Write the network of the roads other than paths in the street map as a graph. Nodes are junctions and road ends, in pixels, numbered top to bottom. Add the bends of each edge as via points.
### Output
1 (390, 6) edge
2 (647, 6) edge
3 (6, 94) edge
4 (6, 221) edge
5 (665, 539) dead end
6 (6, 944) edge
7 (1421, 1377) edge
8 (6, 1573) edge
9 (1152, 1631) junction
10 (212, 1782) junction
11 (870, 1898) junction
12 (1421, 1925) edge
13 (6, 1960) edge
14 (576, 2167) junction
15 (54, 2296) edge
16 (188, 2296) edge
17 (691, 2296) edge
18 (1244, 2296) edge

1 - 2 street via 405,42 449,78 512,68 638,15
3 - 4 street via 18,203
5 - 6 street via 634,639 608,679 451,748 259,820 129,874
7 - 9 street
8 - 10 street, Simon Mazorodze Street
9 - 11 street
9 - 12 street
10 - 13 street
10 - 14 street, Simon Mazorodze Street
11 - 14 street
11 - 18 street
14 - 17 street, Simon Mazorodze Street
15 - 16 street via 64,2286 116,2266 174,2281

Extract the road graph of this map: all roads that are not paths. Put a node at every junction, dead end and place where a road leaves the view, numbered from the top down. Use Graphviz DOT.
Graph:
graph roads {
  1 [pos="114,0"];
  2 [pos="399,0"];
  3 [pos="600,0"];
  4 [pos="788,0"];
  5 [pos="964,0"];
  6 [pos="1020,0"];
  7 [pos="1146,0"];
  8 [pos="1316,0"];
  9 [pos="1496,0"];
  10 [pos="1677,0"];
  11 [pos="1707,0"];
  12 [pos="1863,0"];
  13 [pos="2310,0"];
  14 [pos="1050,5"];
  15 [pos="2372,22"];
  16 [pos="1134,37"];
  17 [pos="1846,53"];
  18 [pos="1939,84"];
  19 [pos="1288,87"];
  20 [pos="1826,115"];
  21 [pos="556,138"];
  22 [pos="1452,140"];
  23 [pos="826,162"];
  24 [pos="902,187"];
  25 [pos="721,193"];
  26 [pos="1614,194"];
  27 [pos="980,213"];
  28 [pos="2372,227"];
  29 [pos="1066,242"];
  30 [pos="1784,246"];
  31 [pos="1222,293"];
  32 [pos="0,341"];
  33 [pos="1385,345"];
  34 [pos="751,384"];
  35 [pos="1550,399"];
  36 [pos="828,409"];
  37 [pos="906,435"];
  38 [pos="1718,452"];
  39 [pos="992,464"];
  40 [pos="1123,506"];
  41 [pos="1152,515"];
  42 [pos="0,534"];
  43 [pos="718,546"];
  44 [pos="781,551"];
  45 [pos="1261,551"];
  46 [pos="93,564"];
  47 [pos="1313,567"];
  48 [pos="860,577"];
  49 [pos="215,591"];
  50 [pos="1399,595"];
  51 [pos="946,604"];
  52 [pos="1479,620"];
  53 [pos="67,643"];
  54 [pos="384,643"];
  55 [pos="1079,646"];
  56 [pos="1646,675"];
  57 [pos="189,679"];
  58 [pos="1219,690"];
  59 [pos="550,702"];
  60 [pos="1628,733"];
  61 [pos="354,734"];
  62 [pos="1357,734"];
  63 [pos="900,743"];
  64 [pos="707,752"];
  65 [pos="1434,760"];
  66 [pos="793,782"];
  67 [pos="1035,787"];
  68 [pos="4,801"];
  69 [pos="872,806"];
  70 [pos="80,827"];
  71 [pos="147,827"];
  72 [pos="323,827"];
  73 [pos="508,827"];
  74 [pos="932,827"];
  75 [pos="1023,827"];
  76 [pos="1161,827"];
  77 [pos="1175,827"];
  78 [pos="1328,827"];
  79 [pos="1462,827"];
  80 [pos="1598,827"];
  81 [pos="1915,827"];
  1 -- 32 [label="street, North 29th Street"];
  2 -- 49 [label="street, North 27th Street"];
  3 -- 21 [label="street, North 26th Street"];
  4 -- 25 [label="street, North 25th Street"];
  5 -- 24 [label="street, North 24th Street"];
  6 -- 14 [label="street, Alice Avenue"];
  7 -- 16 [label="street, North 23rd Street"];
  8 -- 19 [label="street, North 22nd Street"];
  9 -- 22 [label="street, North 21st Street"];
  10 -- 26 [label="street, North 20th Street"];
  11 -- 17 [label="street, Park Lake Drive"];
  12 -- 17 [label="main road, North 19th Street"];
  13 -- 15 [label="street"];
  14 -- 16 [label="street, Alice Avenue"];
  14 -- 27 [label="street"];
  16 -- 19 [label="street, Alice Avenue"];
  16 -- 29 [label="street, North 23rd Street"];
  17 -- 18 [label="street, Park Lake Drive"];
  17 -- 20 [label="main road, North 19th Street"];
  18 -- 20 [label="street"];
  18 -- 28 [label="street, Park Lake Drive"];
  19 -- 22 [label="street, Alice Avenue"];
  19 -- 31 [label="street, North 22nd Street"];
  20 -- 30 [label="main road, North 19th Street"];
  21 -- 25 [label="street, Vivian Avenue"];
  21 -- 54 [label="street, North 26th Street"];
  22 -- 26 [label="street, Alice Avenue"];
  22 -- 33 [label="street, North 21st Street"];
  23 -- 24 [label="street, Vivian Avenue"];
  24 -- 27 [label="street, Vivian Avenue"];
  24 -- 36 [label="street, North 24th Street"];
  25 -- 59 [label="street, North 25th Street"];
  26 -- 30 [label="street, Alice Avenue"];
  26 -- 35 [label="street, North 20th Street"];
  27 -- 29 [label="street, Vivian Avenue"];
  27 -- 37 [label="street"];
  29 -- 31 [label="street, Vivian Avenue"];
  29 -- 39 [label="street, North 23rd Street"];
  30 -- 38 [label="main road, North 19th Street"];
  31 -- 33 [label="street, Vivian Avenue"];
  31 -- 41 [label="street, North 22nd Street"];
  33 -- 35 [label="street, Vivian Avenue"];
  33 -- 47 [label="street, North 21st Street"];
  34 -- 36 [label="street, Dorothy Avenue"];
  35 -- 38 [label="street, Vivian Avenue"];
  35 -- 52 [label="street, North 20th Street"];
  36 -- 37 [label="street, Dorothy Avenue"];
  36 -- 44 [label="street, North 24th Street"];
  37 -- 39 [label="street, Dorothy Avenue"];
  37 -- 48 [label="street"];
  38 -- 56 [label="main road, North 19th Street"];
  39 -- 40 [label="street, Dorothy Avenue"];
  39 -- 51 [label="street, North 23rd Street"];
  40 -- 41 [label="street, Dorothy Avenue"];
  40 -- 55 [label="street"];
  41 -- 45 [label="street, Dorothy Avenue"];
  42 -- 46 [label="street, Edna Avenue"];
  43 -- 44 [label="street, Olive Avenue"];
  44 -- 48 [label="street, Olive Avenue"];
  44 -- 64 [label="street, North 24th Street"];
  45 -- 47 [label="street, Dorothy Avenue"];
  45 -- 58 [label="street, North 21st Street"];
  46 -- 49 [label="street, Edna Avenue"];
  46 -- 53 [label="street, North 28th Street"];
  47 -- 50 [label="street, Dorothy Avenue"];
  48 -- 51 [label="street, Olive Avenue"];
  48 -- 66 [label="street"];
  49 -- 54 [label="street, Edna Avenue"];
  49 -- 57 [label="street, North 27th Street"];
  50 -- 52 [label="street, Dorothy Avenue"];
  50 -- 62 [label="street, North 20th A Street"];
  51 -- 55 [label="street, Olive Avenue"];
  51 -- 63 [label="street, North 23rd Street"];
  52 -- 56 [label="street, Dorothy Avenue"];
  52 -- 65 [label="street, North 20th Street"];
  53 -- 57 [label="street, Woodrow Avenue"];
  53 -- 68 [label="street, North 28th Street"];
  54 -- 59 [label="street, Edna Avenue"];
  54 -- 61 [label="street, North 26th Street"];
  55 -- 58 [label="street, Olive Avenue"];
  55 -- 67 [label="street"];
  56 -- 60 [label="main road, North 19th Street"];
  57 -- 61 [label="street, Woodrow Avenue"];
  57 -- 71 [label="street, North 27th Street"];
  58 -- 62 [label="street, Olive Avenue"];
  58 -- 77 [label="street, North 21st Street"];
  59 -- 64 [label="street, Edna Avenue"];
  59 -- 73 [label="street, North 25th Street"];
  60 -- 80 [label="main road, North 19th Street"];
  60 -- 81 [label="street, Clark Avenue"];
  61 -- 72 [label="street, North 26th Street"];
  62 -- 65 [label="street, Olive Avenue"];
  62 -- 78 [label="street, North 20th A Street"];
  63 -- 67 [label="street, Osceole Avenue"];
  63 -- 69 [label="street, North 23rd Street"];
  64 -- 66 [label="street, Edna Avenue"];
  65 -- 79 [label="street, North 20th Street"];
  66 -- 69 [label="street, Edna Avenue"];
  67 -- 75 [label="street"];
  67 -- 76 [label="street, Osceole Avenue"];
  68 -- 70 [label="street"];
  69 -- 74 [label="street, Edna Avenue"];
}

·····

-- Problem requirements --
Return exactly the leading lines of the listing, stopping after the line in which "Extract the road" occurs.

-- Output of the exercise --
Write the network of the roads other than paths in the street map as a graph. Nodes are junctions and road ends, in pixels, numbered top to bottom. Add the bends of each edge as via points.
### Output
1 (390, 6) edge
2 (647, 6) edge
3 (6, 94) edge
4 (6, 221) edge
5 (665, 539) dead end
6 (6, 944) edge
7 (1421, 1377) edge
8 (6, 1573) edge
9 (1152, 1631) junction
10 (212, 1782) junction
11 (870, 1898) junction
12 (1421, 1925) edge
13 (6, 1960) edge
14 (576, 2167) junction
15 (54, 2296) edge
16 (188, 2296) edge
17 (691, 2296) edge
18 (1244, 2296) edge

1 - 2 street via 405,42 449,78 512,68 638,15
3 - 4 street via 18,203
5 - 6 street via 634,639 608,679 451,748 259,820 129,874
7 - 9 street
8 - 10 street, Simon Mazorodze Street
9 - 11 street
9 - 12 street
10 - 13 street
10 - 14 street, Simon Mazorodze Street
11 - 14 street
11 - 18 street
14 - 17 street, Simon Mazorodze Street
15 - 16 street via 64,2286 116,2266 174,2281

Extract the road graph of this map: all roads that are not paths. Put a node at every junction, dead end and place where a road leaves the view, numbered from the top down. Use Graphviz DOT.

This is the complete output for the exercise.